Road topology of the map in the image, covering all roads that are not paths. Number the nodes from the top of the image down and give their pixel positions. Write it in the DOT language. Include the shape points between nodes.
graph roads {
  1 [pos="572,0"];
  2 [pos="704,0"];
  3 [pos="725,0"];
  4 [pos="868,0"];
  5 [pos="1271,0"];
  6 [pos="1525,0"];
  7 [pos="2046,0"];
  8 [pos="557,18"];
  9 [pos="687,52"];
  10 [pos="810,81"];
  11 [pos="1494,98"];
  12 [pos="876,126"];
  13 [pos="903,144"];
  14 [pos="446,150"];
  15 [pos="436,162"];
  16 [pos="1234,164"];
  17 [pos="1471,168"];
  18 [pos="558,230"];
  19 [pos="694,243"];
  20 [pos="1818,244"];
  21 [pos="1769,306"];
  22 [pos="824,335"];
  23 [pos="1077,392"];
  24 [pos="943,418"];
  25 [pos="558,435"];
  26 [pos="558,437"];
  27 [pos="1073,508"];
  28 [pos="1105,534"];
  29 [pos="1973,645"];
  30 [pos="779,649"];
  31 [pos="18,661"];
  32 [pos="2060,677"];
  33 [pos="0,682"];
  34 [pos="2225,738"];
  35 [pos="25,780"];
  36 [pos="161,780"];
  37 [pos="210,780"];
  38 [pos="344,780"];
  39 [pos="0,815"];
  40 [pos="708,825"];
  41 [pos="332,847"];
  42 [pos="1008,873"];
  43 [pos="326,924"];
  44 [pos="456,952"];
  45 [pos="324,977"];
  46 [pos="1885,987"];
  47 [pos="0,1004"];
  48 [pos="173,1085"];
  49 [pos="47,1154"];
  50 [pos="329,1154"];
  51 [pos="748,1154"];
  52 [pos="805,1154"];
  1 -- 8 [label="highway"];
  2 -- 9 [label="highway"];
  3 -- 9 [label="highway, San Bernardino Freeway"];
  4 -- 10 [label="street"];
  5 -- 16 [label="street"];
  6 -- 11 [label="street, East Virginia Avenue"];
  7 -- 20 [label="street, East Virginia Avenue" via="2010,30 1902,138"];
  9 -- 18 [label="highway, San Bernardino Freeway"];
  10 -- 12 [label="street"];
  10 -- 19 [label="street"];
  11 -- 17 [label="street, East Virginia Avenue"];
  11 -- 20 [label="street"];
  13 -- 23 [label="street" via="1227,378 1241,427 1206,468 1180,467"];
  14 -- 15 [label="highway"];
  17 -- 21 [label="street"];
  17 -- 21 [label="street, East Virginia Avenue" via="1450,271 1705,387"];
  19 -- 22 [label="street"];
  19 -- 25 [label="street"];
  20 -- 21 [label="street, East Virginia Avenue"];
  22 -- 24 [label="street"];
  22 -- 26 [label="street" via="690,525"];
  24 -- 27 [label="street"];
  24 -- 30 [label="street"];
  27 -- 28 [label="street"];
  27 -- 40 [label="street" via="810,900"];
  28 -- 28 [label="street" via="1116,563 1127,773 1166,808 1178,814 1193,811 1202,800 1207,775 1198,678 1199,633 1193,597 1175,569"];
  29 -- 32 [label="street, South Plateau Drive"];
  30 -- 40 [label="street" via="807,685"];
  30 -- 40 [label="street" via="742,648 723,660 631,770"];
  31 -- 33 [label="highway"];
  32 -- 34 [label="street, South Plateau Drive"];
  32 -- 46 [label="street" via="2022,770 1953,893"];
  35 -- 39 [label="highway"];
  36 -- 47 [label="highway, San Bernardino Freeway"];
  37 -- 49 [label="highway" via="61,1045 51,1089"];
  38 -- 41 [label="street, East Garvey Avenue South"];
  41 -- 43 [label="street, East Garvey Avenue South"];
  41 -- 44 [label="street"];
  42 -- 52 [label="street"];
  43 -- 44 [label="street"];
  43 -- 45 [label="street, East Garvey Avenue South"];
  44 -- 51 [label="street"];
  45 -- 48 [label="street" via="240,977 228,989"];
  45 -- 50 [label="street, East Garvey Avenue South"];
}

══════

### Problem
Retype the material above in full, with nothing altered.

### Response for this exercise
Road topology of the map in the image, covering all roads that are not paths. Number the nodes from the top of the image down and give their pixel positions. Write it in the DOT language. Include the shape points between nodes.
graph roads {
  1 [pos="572,0"];
  2 [pos="704,0"];
  3 [pos="725,0"];
  4 [pos="868,0"];
  5 [pos="1271,0"];
  6 [pos="1525,0"];
  7 [pos="2046,0"];
  8 [pos="557,18"];
  9 [pos="687,52"];
  10 [pos="810,81"];
  11 [pos="1494,98"];
  12 [pos="876,126"];
  13 [pos="903,144"];
  14 [pos="446,150"];
  15 [pos="436,162"];
  16 [pos="1234,164"];
  17 [pos="1471,168"];
  18 [pos="558,230"];
  19 [pos="694,243"];
  20 [pos="1818,244"];
  21 [pos="1769,306"];
  22 [pos="824,335"];
  23 [pos="1077,392"];
  24 [pos="943,418"];
  25 [pos="558,435"];
  26 [pos="558,437"];
  27 [pos="1073,508"];
  28 [pos="1105,534"];
  29 [pos="1973,645"];
  30 [pos="779,649"];
  31 [pos="18,661"];
  32 [pos="2060,677"];
  33 [pos="0,682"];
  34 [pos="2225,738"];
  35 [pos="25,780"];
  36 [pos="161,780"];
  37 [pos="210,780"];
  38 [pos="344,780"];
  39 [pos="0,815"];
  40 [pos="708,825"];
  41 [pos="332,847"];
  42 [pos="1008,873"];
  43 [pos="326,924"];
  44 [pos="456,952"];
  45 [pos="324,977"];
  46 [pos="1885,987"];
  47 [pos="0,1004"];
  48 [pos="173,1085"];
  49 [pos="47,1154"];
  50 [pos="329,1154"];
  51 [pos="748,1154"];
  52 [pos="805,1154"];
  1 -- 8 [label="highway"];
  2 -- 9 [label="highway"];
  3 -- 9 [label="highway, San Bernardino Freeway"];
  4 -- 10 [label="street"];
  5 -- 16 [label="street"];
  6 -- 11 [label="street, East Virginia Avenue"];
  7 -- 20 [label="street, East Virginia Avenue" via="2010,30 1902,138"];
  9 -- 18 [label="highway, San Bernardino Freeway"];
  10 -- 12 [label="street"];
  10 -- 19 [label="street"];
  11 -- 17 [label="street, East Virginia Avenue"];
  11 -- 20 [label="street"];
  13 -- 23 [label="street" via="1227,378 1241,427 1206,468 1180,467"];
  14 -- 15 [label="highway"];
  17 -- 21 [label="street"];
  17 -- 21 [label="street, East Virginia Avenue" via="1450,271 1705,387"];
  19 -- 22 [label="street"];
  19 -- 25 [label="street"];
  20 -- 21 [label="street, East Virginia Avenue"];
  22 -- 24 [label="street"];
  22 -- 26 [label="street" via="690,525"];
  24 -- 27 [label="street"];
  24 -- 30 [label="street"];
  27 -- 28 [label="street"];
  27 -- 40 [label="street" via="810,900"];
  28 -- 28 [label="street" via="1116,563 1127,773 1166,808 1178,814 1193,811 1202,800 1207,775 1198,678 1199,633 1193,597 1175,569"];
  29 -- 32 [label="street, South Plateau Drive"];
  30 -- 40 [label="street" via="807,685"];
  30 -- 40 [label="street" via="742,648 723,660 631,770"];
  31 -- 33 [label="highway"];
  32 -- 34 [label="street, South Plateau Drive"];
  32 -- 46 [label="street" via="2022,770 1953,893"];
  35 -- 39 [label="highway"];
  36 -- 47 [label="highway, San Bernardino Freeway"];
  37 -- 49 [label="highway" via="61,1045 51,1089"];
  38 -- 41 [label="street, East Garvey Avenue South"];
  41 -- 43 [label="street, East Garvey Avenue South"];
  41 -- 44 [label="street"];
  42 -- 52 [label="street"];
  43 -- 44 [label="street"];
  43 -- 45 [label="street, East Garvey Avenue South"];
  44 -- 51 [label="street"];
  45 -- 48 [label="street" via="240,977 228,989"];
  45 -- 50 [label="street, East Garvey Avenue South"];
}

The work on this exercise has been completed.